Adrenocorticotropic hormon-secreting pheochromocytoma: A rare cause of cushing’s syndrome

Abstract

Pheochromocytoma is a rare cause of ectopic Cushing’s syndrome and presents a challenge to the clinician in the diagnosis and treatment. In this study, a rare case of adrenocorticotropic hormone-producing pheochromocytoma is presented. A 55-years-old man with the symptoms of hypercortisolism, multidrug-resistant hypertension, and an adrenal mass is presented. The laboratory results were consistent with hypercortisolism, high plasma adrenocorticotropic hormone, high 24-hour urine metanephrine and normetanephrine and severe hypokalemia. Abdominal computerized tomography showed a 3-cm non-adenoma left adrenal mass. After preoperative management, left adrenalectomy was performed.

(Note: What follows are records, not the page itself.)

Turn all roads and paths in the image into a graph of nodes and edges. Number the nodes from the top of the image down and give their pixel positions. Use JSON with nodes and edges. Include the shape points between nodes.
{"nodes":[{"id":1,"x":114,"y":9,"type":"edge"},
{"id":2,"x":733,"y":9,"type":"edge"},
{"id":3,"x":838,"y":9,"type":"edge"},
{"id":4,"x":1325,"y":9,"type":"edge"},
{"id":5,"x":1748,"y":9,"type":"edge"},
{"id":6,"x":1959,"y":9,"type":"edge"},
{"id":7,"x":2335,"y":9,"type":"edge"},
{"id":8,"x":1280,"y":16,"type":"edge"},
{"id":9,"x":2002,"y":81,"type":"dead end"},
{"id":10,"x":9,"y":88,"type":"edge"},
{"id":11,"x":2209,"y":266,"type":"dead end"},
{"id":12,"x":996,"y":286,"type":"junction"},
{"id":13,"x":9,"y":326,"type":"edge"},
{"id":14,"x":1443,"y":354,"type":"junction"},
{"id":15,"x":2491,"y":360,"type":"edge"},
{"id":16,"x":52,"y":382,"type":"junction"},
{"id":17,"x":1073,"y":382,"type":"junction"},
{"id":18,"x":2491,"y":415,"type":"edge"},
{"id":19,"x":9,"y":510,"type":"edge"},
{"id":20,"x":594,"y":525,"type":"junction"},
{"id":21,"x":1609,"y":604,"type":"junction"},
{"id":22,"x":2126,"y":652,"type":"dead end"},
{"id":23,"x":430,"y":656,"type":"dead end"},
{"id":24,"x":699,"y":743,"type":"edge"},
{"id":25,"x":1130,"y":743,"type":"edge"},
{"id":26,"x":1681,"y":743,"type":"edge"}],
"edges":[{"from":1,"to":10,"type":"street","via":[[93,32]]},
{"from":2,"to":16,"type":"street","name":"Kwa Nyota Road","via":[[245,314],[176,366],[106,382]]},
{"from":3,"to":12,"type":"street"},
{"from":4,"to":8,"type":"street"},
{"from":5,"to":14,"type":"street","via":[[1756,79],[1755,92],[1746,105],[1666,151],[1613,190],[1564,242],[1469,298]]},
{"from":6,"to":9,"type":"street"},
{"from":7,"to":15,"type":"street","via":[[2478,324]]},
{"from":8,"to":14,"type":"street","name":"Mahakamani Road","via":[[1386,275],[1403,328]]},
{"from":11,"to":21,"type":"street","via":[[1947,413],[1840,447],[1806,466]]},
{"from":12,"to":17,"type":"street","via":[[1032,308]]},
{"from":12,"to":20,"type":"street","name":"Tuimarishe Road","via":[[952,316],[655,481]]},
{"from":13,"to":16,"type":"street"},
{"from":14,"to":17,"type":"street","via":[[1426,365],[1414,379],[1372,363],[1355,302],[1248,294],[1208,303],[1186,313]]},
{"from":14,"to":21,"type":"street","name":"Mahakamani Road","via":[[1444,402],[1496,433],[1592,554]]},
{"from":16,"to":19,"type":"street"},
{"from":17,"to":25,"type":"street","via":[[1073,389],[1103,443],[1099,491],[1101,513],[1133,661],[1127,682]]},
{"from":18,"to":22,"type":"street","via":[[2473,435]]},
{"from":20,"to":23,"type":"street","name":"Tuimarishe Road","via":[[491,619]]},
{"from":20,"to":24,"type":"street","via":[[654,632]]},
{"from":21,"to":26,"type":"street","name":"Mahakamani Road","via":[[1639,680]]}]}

A histopathological examination revealed a 2.5 cm pheochromocytoma with focal positivity for adrenocorticotropic hormone. The patient was discharged with full recovery under hydrocortisone replacement therapy. Furthermore, six weeks after the operation, 24-hour urinary excretion of metanephrine and normetanephrine was within normal ranges. In conclusion, an adrenocorticotropic hormone-producing pheochromocytoma should be considered in patients with clinical manifestations of ectopic Cushing’s syndrome and adrenal mass.